Task goal:
In the material below, identify each line bearing the word "name". Reproduce those lines.
╭──
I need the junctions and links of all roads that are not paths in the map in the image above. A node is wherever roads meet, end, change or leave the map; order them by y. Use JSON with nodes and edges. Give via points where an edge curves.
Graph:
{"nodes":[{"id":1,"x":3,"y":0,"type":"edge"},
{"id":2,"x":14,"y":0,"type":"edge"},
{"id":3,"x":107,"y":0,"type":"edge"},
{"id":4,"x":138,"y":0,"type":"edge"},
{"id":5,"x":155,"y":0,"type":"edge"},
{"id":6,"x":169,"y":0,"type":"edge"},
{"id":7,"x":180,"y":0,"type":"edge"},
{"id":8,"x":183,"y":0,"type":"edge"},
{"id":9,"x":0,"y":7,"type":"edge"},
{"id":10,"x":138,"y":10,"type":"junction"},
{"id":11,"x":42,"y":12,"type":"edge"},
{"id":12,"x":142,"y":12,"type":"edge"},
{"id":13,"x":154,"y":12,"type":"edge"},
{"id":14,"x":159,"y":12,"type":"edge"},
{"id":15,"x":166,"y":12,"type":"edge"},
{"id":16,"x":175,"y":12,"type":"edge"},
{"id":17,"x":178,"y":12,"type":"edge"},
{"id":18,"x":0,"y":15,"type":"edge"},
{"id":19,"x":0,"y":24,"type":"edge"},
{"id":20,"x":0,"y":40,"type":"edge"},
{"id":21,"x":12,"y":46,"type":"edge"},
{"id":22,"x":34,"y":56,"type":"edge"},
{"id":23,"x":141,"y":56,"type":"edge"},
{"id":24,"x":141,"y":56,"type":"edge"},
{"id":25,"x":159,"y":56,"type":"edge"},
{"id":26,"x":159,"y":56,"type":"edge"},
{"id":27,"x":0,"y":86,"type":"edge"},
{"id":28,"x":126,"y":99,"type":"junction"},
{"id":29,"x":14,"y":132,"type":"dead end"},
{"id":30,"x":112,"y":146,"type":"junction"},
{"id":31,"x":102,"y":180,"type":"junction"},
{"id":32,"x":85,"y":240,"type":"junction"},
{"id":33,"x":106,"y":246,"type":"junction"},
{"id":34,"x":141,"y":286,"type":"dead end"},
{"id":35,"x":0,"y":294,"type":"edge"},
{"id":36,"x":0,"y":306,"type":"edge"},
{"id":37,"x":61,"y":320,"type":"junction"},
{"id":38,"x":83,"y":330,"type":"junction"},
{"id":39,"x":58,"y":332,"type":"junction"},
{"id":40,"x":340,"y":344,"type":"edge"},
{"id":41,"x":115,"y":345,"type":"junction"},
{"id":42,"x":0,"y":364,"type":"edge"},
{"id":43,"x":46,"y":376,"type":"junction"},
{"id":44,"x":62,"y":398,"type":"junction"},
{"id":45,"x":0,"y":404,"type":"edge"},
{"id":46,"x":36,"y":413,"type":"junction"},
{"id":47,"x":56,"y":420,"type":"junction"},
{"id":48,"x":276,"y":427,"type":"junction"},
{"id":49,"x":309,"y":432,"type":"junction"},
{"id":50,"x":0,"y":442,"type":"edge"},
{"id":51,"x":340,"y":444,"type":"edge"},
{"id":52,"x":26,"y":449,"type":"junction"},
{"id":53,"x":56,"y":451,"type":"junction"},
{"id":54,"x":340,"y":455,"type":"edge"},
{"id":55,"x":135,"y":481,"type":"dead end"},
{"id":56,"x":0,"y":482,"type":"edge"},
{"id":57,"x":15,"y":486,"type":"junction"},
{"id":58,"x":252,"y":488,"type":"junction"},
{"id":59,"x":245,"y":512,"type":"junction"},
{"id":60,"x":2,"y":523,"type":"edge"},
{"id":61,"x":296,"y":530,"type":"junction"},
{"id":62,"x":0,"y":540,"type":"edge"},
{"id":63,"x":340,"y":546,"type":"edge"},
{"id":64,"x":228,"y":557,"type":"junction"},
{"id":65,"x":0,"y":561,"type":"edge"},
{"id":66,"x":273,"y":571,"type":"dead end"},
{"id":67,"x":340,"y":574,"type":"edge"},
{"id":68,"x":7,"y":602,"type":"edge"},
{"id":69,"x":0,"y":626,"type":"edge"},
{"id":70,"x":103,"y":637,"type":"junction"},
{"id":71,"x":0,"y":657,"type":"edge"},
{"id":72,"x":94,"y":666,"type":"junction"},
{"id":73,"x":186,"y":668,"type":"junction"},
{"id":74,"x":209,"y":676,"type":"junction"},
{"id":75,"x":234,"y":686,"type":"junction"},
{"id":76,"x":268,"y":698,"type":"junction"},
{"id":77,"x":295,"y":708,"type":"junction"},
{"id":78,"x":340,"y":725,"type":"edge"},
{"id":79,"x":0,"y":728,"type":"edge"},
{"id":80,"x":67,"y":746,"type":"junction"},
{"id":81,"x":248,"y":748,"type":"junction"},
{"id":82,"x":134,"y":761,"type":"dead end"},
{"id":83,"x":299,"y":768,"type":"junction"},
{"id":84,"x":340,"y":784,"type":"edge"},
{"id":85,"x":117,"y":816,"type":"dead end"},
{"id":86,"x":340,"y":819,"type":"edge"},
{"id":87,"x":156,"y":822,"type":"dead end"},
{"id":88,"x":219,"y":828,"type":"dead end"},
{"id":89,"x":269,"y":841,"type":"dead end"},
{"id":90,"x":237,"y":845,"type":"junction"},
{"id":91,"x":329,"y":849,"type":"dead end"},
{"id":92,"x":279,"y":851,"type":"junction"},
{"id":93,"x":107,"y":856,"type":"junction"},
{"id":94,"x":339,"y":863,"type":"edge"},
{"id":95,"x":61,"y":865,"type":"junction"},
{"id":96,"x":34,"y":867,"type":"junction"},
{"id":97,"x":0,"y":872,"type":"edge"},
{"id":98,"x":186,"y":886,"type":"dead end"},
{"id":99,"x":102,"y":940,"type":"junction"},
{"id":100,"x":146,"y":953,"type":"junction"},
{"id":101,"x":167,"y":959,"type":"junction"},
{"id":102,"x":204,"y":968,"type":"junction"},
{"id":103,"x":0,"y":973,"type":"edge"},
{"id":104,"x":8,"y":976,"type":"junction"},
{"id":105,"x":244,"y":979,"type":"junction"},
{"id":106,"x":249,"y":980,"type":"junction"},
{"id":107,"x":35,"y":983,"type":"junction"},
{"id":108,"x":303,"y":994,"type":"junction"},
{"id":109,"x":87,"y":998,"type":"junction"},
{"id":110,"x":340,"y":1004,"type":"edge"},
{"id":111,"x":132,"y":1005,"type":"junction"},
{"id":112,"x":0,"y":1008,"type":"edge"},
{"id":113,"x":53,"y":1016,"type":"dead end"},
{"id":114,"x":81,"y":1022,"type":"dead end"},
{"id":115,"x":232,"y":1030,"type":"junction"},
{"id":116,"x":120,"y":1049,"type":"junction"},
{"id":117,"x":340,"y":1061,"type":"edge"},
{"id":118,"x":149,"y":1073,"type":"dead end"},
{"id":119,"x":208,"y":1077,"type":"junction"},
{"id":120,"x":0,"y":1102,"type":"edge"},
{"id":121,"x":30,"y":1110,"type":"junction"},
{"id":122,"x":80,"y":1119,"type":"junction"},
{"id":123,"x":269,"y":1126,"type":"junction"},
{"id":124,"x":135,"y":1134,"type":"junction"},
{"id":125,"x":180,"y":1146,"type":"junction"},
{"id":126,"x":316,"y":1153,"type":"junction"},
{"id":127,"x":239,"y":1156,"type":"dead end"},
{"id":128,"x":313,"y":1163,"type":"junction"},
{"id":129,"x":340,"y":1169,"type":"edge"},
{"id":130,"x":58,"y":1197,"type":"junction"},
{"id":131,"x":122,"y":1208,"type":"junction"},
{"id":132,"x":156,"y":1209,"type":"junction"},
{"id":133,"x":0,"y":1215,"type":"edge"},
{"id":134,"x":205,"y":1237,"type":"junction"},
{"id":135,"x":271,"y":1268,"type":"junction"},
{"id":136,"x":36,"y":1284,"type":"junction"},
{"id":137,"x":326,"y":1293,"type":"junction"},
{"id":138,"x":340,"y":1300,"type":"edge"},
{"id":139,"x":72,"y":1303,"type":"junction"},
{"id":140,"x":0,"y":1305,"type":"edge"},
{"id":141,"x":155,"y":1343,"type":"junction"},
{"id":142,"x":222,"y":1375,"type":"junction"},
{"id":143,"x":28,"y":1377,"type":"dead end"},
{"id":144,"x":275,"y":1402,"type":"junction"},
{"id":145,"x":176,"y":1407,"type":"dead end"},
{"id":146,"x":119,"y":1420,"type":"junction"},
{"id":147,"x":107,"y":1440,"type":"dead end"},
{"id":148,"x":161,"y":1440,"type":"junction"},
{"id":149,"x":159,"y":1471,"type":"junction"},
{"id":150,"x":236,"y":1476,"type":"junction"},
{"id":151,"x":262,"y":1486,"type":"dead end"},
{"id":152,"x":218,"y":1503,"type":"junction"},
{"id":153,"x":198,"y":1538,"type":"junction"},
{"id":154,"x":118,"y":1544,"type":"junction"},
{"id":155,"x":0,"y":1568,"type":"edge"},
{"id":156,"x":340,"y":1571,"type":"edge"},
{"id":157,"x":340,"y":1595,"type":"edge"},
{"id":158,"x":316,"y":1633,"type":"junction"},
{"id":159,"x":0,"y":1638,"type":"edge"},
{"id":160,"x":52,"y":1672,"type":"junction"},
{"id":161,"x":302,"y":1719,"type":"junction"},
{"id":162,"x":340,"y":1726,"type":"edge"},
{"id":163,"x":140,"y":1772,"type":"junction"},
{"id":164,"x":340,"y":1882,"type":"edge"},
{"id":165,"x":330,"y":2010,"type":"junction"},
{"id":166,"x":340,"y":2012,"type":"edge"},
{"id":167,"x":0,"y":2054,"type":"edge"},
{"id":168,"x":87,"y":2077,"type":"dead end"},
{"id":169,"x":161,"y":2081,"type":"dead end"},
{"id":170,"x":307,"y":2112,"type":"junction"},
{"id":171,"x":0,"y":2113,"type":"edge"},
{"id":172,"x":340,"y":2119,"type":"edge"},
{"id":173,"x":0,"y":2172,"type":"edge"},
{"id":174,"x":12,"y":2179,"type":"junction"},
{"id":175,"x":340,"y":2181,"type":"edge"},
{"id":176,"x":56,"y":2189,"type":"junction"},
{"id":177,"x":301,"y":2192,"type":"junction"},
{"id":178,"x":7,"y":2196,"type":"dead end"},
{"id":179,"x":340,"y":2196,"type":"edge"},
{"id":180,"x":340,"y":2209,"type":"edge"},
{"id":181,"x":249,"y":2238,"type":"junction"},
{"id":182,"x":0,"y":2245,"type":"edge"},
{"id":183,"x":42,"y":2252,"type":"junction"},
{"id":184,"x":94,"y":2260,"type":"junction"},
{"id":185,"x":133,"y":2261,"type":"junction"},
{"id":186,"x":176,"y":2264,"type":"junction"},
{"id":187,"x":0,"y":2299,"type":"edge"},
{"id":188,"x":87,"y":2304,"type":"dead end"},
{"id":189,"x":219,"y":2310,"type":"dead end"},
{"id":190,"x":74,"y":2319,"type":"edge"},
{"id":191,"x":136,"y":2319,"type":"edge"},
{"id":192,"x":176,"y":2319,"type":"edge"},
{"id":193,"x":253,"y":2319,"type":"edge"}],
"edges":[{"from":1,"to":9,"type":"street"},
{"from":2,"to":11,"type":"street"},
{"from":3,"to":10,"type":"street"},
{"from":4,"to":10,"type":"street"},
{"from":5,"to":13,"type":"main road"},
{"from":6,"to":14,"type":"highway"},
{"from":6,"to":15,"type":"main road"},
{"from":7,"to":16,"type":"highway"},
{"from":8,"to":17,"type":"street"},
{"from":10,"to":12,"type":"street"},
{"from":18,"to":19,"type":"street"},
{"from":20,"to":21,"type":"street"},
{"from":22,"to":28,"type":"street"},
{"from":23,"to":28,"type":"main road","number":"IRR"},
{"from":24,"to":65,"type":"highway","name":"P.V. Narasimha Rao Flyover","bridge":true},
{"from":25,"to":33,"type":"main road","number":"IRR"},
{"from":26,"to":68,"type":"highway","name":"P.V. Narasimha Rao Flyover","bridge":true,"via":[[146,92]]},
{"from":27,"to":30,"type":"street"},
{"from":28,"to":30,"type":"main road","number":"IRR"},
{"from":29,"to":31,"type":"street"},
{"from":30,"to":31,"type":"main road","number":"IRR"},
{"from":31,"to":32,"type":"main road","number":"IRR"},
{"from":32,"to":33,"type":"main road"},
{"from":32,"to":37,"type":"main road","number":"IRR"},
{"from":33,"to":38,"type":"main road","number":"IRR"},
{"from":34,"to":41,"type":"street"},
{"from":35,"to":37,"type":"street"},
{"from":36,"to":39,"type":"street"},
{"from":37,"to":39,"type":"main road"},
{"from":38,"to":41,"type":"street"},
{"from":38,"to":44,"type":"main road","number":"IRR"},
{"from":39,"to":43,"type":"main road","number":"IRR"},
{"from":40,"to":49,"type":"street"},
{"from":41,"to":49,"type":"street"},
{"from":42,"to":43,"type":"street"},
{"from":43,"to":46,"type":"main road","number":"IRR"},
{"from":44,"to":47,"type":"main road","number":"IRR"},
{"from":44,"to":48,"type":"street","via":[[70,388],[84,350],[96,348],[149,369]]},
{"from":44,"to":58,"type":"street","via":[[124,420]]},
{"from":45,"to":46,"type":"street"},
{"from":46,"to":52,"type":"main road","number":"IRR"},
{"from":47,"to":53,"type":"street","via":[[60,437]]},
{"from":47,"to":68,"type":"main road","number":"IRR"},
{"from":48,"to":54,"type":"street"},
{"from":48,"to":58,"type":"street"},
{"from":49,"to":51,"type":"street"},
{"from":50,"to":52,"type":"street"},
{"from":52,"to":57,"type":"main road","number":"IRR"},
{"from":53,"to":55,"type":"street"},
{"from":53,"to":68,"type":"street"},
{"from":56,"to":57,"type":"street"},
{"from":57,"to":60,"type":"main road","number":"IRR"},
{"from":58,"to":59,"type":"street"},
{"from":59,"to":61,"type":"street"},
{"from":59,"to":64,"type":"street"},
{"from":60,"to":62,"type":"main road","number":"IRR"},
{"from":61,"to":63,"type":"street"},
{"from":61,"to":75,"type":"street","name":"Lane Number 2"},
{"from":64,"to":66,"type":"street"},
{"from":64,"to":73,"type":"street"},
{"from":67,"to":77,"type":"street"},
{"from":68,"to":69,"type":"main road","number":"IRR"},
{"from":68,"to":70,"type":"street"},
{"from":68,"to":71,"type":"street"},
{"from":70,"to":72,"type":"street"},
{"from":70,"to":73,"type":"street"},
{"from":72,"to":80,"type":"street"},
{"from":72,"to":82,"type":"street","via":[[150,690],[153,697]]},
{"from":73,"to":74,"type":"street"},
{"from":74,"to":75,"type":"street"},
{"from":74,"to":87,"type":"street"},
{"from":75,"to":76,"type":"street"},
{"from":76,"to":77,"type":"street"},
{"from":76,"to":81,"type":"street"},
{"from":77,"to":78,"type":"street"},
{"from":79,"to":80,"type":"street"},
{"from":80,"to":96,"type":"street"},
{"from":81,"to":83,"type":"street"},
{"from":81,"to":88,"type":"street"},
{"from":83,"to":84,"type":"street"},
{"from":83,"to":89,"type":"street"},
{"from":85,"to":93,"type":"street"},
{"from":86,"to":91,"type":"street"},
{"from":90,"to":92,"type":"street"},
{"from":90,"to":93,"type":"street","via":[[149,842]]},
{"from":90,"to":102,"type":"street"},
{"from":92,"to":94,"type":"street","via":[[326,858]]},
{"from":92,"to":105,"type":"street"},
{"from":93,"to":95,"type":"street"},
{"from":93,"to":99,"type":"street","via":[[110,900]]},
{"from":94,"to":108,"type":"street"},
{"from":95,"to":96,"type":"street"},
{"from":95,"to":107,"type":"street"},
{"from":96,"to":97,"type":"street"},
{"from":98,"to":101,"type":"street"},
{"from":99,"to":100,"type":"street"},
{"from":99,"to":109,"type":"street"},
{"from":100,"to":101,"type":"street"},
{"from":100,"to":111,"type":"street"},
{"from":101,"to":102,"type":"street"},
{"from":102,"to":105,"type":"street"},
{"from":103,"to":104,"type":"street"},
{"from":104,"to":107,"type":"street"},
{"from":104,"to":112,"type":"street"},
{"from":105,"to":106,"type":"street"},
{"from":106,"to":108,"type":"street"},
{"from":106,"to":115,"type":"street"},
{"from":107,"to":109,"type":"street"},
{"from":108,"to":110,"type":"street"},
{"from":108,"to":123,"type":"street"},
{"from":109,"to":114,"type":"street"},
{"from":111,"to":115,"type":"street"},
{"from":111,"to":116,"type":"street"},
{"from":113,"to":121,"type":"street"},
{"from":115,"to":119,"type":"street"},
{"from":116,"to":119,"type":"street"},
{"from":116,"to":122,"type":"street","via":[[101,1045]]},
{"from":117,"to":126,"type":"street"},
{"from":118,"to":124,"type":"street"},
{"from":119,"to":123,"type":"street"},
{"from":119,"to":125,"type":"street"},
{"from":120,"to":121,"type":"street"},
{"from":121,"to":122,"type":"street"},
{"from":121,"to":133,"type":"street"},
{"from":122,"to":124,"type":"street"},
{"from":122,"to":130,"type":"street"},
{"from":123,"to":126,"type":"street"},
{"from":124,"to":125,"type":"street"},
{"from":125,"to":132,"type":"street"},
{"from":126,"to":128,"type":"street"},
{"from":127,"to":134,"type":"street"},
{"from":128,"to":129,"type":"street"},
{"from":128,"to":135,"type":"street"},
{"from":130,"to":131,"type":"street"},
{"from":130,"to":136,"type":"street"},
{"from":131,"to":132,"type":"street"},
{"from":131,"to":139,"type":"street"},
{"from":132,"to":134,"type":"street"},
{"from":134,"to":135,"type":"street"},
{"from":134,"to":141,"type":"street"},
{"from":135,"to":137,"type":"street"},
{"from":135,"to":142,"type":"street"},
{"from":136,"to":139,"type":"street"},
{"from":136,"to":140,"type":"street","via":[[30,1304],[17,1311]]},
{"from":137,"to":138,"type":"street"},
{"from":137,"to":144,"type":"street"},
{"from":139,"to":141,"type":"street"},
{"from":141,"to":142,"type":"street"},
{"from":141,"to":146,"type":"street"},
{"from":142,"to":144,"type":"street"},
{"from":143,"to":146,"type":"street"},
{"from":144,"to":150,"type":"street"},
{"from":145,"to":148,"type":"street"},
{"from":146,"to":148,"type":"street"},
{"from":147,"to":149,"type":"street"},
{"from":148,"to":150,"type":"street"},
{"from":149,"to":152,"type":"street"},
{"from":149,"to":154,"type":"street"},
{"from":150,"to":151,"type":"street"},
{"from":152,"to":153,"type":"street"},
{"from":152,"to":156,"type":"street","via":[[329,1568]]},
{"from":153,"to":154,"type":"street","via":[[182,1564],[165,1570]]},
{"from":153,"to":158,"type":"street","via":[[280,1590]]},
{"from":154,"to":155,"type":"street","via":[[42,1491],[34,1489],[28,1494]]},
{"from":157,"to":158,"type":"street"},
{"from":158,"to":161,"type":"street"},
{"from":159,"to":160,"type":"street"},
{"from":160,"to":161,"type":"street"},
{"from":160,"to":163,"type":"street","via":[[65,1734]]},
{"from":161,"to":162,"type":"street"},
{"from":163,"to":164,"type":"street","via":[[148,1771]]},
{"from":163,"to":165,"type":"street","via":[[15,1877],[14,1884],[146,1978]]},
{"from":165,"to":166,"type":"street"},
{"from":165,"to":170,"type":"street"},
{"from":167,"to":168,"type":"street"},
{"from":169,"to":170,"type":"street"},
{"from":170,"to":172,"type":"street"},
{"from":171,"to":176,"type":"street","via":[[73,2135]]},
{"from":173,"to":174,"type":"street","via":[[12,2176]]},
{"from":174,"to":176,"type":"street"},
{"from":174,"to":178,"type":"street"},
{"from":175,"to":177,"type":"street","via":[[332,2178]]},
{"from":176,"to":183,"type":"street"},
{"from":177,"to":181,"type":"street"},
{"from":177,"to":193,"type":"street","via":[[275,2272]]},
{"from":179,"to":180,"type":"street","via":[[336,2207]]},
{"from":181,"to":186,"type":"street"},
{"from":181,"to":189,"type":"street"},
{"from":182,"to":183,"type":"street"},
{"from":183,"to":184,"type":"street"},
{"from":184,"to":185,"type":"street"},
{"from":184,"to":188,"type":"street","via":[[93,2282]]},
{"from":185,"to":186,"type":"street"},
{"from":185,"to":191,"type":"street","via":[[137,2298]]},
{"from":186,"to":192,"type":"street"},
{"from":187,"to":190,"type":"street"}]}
╰──
Exercise output:
{"from":24,"to":65,"type":"highway","name":"P.V. Narasimha Rao Flyover","bridge":true},
{"from":26,"to":68,"type":"highway","name":"P.V. Narasimha Rao Flyover","bridge":true,"via":[[146,92]]},
{"from":61,"to":75,"type":"street","name":"Lane Number 2"},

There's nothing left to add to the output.